Başkanlık Döneminde Türkiye’nin Dış Politikası
- Kemal İnat
- 11 Tem 2018
- 1 dakikada okunur
4 Haziran seçimleriyle birlikte Türkiye’de hem iktidar belirlendi hem de yeni yönetim sistemine geçildi. Her ikisi de Türkiye’nin yeni dönemde izleyeceği dış politika açısından çok önemli belirleyiciler olacak. Yeni dönemde Türkiye’nin dış politikasının nasıl şekilleneceği ve eskiye göre ne tür değişikliklerin olacağı seçimler sonrasında merak edilen konuların başında geliyor. Aslında bu hususta bazı Batılı müttefiklerimizde eski ön yargıların devam ettiği ve Cumhurbaşkanı Erdoğan’ın seçimleri kazanması karşısında duyulan hoşnutsuzluğu ifade eden açıklamaların geldiği görülüyor. Ancak bu ülkelerde de genel olarak iktidar sorumluluğuna sahip siyasetçilerin büyük çoğunluğunun yeni dönemde Türkiye ile daha rasyonel bir ilişki geliştirme arayışında olacağını öngörmek mümkündür.

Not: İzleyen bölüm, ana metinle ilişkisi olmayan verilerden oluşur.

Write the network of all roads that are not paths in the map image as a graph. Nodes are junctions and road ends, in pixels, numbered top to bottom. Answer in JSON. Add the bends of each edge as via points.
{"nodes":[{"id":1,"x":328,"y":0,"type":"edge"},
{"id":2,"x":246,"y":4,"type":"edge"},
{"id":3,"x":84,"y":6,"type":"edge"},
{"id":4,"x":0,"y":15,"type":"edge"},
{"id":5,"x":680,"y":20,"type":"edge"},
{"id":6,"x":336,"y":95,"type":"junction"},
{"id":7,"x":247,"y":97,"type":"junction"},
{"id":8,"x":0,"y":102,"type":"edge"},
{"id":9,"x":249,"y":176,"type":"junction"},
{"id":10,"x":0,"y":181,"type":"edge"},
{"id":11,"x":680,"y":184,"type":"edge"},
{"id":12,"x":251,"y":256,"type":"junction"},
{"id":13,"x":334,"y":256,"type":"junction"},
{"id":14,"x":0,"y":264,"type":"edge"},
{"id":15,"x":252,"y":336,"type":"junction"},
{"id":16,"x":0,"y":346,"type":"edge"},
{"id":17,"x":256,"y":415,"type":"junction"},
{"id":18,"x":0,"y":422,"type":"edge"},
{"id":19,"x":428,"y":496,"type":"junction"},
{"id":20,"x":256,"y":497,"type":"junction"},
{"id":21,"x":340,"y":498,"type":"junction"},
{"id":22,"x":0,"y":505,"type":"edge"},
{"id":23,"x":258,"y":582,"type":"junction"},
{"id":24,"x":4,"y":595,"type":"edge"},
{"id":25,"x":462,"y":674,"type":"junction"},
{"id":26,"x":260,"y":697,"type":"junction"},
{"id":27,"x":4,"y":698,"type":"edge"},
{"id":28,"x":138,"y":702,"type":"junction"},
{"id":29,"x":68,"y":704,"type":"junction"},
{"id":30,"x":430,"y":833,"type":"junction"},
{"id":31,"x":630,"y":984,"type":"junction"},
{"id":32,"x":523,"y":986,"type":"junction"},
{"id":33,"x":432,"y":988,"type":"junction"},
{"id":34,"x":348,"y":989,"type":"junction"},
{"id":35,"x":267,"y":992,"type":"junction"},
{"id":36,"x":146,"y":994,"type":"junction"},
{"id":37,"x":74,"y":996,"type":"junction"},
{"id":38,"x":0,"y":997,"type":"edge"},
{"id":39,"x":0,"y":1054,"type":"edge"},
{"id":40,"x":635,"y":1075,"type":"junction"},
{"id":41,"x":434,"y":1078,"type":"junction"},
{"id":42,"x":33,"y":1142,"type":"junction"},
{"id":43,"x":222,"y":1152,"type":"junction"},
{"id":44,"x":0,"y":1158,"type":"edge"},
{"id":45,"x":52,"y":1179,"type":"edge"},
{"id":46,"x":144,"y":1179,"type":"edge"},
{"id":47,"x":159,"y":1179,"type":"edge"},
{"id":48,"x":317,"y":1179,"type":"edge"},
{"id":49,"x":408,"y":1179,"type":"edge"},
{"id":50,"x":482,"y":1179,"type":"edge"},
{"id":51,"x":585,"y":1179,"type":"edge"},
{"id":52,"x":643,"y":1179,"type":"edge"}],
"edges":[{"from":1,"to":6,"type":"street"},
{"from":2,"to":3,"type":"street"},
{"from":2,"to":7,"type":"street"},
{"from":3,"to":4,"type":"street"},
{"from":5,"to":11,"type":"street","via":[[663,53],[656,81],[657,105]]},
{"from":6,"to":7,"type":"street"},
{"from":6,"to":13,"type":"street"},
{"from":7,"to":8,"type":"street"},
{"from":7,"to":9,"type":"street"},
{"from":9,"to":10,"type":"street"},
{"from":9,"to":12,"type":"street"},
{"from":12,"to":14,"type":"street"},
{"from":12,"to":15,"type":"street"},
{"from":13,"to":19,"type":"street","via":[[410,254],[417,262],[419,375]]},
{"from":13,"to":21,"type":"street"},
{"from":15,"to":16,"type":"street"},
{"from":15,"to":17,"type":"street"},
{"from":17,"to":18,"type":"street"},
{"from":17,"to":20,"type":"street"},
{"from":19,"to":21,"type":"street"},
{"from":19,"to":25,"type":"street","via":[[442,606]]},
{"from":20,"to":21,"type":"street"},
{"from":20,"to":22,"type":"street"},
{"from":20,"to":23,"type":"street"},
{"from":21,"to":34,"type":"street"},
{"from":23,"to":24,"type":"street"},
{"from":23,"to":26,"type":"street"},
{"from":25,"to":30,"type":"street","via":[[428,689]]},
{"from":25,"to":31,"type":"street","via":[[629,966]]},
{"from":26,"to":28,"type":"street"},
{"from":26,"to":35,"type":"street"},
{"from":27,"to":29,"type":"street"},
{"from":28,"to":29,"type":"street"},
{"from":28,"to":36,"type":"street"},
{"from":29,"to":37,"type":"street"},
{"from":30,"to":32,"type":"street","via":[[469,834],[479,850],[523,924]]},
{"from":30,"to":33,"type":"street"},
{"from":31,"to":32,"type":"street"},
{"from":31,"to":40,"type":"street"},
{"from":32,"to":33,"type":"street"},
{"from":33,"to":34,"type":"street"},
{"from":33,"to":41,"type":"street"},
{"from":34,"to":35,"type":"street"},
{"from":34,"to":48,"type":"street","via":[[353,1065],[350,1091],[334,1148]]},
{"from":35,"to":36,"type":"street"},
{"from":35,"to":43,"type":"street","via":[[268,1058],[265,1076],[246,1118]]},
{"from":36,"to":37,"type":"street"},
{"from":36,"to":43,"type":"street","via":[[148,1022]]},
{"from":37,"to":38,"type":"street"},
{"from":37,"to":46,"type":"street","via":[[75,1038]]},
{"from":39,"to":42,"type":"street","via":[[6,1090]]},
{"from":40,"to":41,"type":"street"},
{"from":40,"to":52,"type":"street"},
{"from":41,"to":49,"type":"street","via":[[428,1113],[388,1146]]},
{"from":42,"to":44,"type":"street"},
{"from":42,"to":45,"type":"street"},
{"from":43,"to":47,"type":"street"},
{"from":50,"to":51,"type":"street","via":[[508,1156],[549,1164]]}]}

Artık başkanlık sistemine geçilen Türkiye’de yeni dönemin dış politikasını şekillendirecek temel faktörleri şu şekilde sıralayabiliriz:
Cumhurbaşkanı Recep Tayyip Erdoğan ve AK Parti’nin dış politika vizyonu
Yeni yönetim sisteminin etkisi
Cumhur İttifakı’nın ortağı olan MHP’nin dış politika yaklaşımı
Batılı ülkelerin Türkiye politikaları
Rusya, İran, İsrail, Suudi Arabistan gibi ülkelerin Türkiye ve Ortadoğu politikaları
Seçim sonuçları -şimdiye kadar olduğu gibi bundan sonra da- Türk dış politikasına yön verecek temel aktörün Cumhurbaşkanı Erdoğan olduğunu gösteriyor. Bu, Erdoğan’ın “Dünya Beşten Büyüktür” sloganıyla uluslararası sistemdeki adaletsizliğe karşı mücadelesinin devam edeceği ve 2023 hedefleri doğrultusunda Türkiye’yi bölgesel güçten küresel bir güce dönüştürme yolundaki politikasını sürdüreceği anlamına geliyor. Aynı zamanda FETÖ ve PKK gibi terör örgütlerine karşı gerek Türkiye içerisinde gerekse sınır ötesinde yürütülen kararlı mücadele devam edecektir.
Devamını okuyun...

%20kopya.jpg)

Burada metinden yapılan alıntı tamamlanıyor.